TWO ex-directors of a mobility aids firm have been convicted of a £1 million fraud following an investigation sparked by a York pensioner.

Vincent Andrew Watkinson, 50, of Bythorpe Road, Chesterfield, and Timothy Leonard Herbert Wright, 46, of Goldcrest Road, Sponden, will be sentenced next month after they were found guilty on four counts of conspiracy to defraud.

The former directors of Derbyshire-based Compass Mobility Limited were at the centre of a probe by the York-based trading standards’ Scambuster team over the sales of mobility aids to elderly, infirm and vulnerable people. Pensioners in their 80s and 90s, including one woman approaching her 100th birthday, were targeted.

They also sold a motorised scooter to a blind, epileptic man and an inflatable bath lift to a blind woman who could not operate it, and signed people up to unaffordable finance agreements then refused to cancel them.

Police and trading standards officials from York and the East Midlands launched a joint operation in 2009 and uncovered hundreds of complaints against the company relating to goods valued at more than £1 million.

Watkinson and Wright’s fellow director, John Alexander Higginson, 63, earlier admitted a range of offences under the Consumer Protection from Unfair Trading Regulations. He will also be sentenced next month.
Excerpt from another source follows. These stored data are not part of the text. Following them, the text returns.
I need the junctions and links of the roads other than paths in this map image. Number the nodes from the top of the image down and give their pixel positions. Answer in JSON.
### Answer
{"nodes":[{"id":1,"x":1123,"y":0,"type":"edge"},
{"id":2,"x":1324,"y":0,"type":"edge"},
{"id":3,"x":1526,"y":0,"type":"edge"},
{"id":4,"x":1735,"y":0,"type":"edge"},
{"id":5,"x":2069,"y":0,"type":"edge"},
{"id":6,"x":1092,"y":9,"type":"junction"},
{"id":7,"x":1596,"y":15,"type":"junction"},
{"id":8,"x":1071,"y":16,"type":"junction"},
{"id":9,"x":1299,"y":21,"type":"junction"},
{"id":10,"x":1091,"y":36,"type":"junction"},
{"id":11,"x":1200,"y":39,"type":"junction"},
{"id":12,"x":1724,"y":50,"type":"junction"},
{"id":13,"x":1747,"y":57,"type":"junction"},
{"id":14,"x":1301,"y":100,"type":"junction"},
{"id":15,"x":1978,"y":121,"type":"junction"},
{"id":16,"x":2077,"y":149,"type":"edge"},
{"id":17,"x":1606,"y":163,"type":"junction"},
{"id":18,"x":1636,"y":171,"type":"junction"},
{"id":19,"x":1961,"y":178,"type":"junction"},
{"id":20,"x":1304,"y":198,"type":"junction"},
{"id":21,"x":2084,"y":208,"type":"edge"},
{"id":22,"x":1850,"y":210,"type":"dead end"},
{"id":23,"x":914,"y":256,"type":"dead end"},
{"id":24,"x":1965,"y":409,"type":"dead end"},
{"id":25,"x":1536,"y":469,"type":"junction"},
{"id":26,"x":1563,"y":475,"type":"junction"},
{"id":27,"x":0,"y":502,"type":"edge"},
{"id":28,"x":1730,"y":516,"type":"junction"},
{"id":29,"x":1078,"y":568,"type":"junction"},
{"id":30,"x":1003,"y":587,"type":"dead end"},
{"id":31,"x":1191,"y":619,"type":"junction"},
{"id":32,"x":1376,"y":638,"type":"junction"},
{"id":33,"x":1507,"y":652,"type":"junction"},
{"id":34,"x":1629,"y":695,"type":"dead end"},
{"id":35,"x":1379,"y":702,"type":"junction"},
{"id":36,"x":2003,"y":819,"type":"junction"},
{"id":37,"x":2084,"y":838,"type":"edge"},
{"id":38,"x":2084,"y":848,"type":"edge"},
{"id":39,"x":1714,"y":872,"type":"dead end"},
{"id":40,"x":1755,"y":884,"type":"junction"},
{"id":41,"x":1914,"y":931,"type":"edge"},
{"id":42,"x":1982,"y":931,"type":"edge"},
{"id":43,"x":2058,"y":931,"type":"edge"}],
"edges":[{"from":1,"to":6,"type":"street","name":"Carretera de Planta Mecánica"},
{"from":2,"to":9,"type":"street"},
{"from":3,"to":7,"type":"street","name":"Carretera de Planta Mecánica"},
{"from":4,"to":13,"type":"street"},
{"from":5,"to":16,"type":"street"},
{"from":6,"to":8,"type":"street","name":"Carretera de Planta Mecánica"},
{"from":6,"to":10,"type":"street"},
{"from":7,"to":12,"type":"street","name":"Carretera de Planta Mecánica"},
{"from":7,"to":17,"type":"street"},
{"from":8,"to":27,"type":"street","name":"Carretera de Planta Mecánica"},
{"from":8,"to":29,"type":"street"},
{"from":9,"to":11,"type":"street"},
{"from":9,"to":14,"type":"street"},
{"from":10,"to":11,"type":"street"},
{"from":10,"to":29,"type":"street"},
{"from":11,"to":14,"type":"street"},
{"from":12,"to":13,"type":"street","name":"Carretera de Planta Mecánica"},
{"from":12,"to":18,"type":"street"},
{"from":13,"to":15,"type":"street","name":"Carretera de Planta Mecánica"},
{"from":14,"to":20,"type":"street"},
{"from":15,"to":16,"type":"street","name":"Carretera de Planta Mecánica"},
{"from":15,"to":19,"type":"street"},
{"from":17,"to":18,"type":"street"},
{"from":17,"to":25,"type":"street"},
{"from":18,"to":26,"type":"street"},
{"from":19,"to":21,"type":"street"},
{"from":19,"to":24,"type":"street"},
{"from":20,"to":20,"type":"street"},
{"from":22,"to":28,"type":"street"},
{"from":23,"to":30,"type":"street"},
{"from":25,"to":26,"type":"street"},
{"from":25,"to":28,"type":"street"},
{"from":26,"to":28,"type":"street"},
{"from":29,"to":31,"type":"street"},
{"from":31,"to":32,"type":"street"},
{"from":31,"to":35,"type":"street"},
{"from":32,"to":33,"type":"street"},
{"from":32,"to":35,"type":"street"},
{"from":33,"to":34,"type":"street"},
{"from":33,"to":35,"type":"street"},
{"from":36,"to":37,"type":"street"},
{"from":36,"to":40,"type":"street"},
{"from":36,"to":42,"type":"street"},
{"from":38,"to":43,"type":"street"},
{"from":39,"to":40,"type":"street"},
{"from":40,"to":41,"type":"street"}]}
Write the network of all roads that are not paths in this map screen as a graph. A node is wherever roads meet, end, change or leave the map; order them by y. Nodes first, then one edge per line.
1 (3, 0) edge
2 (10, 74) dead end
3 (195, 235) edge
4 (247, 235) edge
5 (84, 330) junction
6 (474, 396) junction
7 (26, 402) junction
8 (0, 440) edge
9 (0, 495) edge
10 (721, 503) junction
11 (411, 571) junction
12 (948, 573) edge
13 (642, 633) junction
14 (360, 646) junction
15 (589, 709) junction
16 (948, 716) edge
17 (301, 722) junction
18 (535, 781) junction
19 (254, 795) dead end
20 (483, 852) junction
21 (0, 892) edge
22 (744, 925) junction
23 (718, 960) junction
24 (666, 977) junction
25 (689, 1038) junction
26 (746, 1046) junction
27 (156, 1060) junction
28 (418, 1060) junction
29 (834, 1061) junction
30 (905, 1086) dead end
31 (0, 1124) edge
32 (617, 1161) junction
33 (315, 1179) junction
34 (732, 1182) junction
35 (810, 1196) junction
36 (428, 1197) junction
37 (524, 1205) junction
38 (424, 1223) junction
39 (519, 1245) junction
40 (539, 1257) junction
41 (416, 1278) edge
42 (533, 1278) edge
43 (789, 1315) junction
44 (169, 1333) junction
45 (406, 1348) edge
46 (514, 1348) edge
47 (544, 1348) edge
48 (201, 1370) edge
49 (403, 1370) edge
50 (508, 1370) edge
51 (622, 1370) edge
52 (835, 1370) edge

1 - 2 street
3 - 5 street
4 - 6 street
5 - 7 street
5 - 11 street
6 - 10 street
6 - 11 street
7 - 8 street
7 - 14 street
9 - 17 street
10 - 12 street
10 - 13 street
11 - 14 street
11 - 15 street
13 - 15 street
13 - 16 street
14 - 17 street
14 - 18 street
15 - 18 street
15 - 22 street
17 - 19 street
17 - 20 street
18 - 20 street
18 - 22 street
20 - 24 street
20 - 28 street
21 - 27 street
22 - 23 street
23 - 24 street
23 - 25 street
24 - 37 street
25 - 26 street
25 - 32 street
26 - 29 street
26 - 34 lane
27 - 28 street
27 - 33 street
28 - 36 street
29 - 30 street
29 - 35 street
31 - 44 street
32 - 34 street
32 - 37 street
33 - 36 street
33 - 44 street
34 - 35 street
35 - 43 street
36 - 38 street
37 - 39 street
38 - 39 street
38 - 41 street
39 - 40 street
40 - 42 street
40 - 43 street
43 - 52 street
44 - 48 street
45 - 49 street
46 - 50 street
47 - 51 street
A further investigation under the Proceeds of Crime Act will now be launched to confiscate the assets the directors acquired through criminal conduct.

Colin Rumford, City of York Council’s head of public protection and spokesman for Yorkshire and the Humber Trading Standards Scambuster Team, said: “These crimes were not committed by rogue members of the sales team – the sales practices were embedded in the company’s procedures and training regimes and several former members of staff provided evidence detailing these practices.”